La Cuaresma, un tiempo cargado de historia, parece vaciarse cada vez más de sentido en un mundo distraído, donde incluso el carnaval es más incisivo y presente. Podríamos decir que es un tiempo débil respecto a los tiempos fuertes de los intereses personales, de grupo o de nación, y por ello sin más relevancia o visibilidad. Sin embargo, tanto el hombre como el mundo tienen una extrema necesidad del "sin sentido" del tiempo cuaresmal. Las Iglesias cristianas están llamadas a conjurar el riesgo de menospreciar la "fuerza" de estos cuarenta días de penitencia, ayuno, limosna y oración. El profeta Joel nos transmite la invitación fuerte y apasionada de Dios: "Volved a mí de todo corazón, con ayuno, con llantos y con duelo" (2, 12). El profeta, preocupado por la insensibilidad del pueblo de Israel, comentaba esta invitación de Dios: "Desgarrad vuestro corazón y no vuestros vestidos, volved a Yahvé, vuestro Dios, porque él es clemente y compasivo, lento a la cólera, rico en amor, y se retracta de las amenazas" (Jl 2, 13). La Cuaresma es el tiempo oportuno para volver a Dios, y comprendernos de nuevo a nosotros mismos y al sentido de la vida del mundo.
La liturgia sale a nuestro encuentro con el antiguo signo de la ceniza que, apartado por nuestros racionalismos y nuestro sentido de modernidad a pesar de ser un gesto tan auténtico, vuelve con una gran actualidad.
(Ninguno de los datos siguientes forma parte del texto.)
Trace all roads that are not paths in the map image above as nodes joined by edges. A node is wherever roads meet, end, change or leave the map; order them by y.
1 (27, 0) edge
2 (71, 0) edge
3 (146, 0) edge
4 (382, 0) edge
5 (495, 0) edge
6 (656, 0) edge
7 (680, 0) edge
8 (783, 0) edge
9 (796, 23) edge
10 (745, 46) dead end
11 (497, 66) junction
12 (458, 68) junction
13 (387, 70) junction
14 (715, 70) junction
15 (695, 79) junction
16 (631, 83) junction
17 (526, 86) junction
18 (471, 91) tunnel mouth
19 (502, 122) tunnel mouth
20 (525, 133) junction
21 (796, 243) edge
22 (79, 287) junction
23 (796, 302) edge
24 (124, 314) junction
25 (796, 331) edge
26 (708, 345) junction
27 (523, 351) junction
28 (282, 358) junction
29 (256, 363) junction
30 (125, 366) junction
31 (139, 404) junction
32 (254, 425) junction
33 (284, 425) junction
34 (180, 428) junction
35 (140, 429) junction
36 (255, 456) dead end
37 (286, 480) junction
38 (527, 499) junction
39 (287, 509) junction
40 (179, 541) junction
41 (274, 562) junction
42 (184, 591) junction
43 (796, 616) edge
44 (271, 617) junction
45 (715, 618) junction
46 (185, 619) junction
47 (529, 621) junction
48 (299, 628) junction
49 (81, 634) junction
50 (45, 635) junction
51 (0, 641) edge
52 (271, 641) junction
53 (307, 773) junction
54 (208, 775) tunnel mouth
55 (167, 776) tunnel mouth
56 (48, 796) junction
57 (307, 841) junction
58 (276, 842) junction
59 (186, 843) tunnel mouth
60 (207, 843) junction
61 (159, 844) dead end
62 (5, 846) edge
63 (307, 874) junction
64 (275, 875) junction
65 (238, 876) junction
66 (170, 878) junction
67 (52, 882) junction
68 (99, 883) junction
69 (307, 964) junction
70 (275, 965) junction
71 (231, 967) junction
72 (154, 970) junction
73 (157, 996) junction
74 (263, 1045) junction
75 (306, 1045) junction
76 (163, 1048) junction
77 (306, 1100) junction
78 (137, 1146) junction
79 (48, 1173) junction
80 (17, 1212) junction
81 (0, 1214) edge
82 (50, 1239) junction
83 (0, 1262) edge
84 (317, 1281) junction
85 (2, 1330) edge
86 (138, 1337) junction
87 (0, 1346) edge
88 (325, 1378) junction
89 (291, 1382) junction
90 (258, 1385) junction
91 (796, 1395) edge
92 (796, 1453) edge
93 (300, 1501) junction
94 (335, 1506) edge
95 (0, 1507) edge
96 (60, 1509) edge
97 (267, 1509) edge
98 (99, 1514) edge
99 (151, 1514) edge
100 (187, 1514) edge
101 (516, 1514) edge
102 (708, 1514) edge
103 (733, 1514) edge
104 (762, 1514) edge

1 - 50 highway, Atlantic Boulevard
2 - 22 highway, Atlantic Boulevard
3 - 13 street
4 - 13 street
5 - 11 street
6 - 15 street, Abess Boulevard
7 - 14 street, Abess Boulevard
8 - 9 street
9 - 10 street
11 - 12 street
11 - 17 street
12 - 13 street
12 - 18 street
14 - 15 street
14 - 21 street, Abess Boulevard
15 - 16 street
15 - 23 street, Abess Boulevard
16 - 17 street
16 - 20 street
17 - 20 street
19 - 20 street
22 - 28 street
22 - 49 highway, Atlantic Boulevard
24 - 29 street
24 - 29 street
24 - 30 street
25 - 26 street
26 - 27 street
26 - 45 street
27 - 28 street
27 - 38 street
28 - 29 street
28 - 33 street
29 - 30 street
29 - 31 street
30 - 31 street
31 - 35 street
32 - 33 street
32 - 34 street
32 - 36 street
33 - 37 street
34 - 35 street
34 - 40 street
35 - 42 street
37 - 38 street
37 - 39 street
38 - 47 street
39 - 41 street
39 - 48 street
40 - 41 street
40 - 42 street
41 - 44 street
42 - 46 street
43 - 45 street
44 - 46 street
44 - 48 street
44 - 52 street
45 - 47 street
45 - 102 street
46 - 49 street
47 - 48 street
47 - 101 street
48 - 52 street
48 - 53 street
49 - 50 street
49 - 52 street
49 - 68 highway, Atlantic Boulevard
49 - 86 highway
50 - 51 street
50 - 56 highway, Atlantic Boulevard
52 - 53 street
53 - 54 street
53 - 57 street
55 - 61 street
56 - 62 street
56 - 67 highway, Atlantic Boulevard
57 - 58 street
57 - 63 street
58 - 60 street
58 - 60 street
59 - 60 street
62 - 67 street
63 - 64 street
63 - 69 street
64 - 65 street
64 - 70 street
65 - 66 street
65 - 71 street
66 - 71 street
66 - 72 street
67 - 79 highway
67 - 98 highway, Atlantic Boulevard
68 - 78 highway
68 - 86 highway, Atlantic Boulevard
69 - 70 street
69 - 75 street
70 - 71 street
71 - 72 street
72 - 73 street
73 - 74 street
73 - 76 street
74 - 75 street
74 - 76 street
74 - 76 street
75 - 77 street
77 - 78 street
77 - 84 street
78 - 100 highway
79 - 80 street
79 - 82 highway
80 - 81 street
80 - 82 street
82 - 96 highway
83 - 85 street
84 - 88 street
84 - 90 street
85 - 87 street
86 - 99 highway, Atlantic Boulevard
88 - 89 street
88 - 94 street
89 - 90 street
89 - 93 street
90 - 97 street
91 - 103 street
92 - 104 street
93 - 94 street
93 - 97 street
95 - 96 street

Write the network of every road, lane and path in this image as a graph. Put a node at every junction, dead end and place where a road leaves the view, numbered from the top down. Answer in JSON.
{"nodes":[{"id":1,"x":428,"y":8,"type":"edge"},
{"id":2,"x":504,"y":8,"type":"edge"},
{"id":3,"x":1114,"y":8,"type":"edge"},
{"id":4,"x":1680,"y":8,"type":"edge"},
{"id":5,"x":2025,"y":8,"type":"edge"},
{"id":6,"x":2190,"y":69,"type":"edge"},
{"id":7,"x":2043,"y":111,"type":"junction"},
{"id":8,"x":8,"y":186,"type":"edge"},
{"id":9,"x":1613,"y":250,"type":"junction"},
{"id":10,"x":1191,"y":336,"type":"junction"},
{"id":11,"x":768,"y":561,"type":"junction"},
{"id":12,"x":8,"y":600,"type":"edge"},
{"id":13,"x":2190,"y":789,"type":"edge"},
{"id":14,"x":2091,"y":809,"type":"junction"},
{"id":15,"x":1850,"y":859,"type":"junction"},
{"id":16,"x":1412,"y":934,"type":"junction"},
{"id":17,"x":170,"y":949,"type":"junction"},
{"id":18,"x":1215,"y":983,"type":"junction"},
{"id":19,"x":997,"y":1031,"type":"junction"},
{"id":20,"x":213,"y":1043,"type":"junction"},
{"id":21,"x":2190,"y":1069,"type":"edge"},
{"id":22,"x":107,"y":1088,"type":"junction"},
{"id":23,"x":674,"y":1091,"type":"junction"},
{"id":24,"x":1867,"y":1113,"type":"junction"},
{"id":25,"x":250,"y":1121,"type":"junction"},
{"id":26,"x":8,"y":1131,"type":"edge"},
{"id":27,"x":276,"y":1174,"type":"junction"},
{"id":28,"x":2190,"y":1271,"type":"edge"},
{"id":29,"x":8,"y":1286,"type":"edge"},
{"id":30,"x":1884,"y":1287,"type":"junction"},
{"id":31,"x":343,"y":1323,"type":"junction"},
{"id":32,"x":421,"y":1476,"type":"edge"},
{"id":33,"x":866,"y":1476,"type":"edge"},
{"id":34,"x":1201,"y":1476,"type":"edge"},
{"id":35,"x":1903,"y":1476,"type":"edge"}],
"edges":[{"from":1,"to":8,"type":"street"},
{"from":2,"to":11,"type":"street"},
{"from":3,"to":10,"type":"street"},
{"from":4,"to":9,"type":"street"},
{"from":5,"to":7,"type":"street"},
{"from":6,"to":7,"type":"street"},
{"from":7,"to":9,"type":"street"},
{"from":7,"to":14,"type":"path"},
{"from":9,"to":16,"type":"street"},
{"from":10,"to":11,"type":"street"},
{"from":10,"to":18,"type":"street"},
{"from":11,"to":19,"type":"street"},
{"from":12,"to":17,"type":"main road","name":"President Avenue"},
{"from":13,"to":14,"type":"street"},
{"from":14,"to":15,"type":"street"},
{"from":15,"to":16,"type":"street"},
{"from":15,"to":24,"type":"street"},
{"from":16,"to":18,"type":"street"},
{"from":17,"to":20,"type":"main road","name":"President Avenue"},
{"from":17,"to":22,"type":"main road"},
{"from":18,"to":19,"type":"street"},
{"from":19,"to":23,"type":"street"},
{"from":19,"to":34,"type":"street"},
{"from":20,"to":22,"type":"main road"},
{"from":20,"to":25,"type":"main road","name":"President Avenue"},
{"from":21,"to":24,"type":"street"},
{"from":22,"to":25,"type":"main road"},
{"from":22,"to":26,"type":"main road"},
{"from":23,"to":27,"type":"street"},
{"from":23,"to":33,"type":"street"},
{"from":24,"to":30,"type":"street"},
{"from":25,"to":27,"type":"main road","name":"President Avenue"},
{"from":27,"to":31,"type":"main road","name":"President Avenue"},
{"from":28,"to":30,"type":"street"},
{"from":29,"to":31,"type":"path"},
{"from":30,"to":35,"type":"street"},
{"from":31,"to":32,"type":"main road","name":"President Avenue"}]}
Esas cenizas, acompañadas de la expresión bíblica "Recuerda que polvo eres y en polvo te convertirás", indican ciertamente penitencia y petición de perdón, pero sobre todo una cosa simple: todos somos polvo, todos somos débiles y frágiles. Este hombre que se yergue y se siente poderoso (y cada uno de nosotros tiene sus propias formas de erguirse y sentirse poderoso), mañana ya no es nada. Este hombre (o incluso esta nación) que se alza, se siente fuerte y empuña sin más las armas, mañana corre el riesgo de descubrirse trágicamente débil. Todos somos polvo, y la ceniza sobre la cabeza nos lo recuerda. No se trata de aumentar el miedo, y mucho menos de empujarnos a la eliminación recíproca. Juan Pablo II sabiamente decía: "No podremos ser nunca felices los unos contra los otros". En la vida cristiana la debilidad y la fragilidad son dimensiones decisivas de la vida, aunque tratemos continuamente de rehuirlas. Ellas, y no la fuerza, nos empujan a buscar lo que nos une, y a hallar vías de encuentro y colaboración.
Hay un sentido liberador en el no tener que fingir siempre ser fuertes, sin mancha ni contradicción. La verdadera fuerza está en el considerar la propia debilidad, y en mantener vivo el sentido de humildad y mansedumbre: "Los mansos -afirma Jesús- poseerán en herencia la tierra" (Mt 5, 5). El signo de la ceniza es actual como nunca; es un signo austero, como lo es el tiempo de Cuaresma, que se nos da para ayudarnos a vivir mejor y para hacernos comprender lo grande que es el amor de Dios, que ha decidido unirse a gente débil y frágil como nosotros. Y a nosotros, débiles y frágiles, ha confiado su gran don de la paz para que la vivamos, la custodiemos, la defendamos, la construyamos. En demasiadas partes del mundo la paz es desperdiciada, en el sufrimiento de tantos pueblos abrumados por la violencia. Las palabras del profeta Joel resuenan fuertes también hoy: "¡Tocad la trompeta en Sión, promulgad un ayuno, convocad la asamblea, congregad al pueblo, purificad la comunidad, reunid a los ancianos, congregad a los pequeños y a los niños de pecho! ... Entre el atrio y el altar lloren los sacerdotes... ¡Perdona, Yahvé, a tu pueblo, y no entregues tu heredad a la deshonra!" (Jl 2, 15-18). El Señor siente el celo de su tierra y compasión por su pueblo Es precisamente esto lo que nos constituye en "embajadores de Cristo", como escribe Pablo a los Corintios. Aquí se encuentra escondida nuestra fuerza: el Señor ha tomado el polvo que somos para hacernos "embajadores" de paz y de reconciliación.
Los cristianos estamos llamados a ser centinelas de paz en los lugares en que vivimos y trabajamos. Se nos pide vigilar, para que las conciencias no cedan a la tentación del egoísmo, la mentira y la violencia. El ayuno y la oración nos hacen centinelas atentos y vigilantes para que no venza el sueño de la resignación, que nos hace considerar la guerra como inevitable; para que se aleje el sueño de la aquiescencia al mal que continúa oprimiendo al mundo; para que sea extirpado de raíz el sueño del realismo perezoso que hace replegarse sobre uno mismo y los propios intereses. En el Evangelio de este día Jesús mismo exhorta a los discípulos a ayunar y a rezar: quiere despojarnos de toda soberbia y arrogancia, y disponernos con la oración a recibir los dones de Dios. Nuestras fuerzas no bastan por sí solas para alejar el mal; necesitamos invocar la ayuda del Señor, el único capaz de dar a los hombres esa paz que ellos mismos no saben darse.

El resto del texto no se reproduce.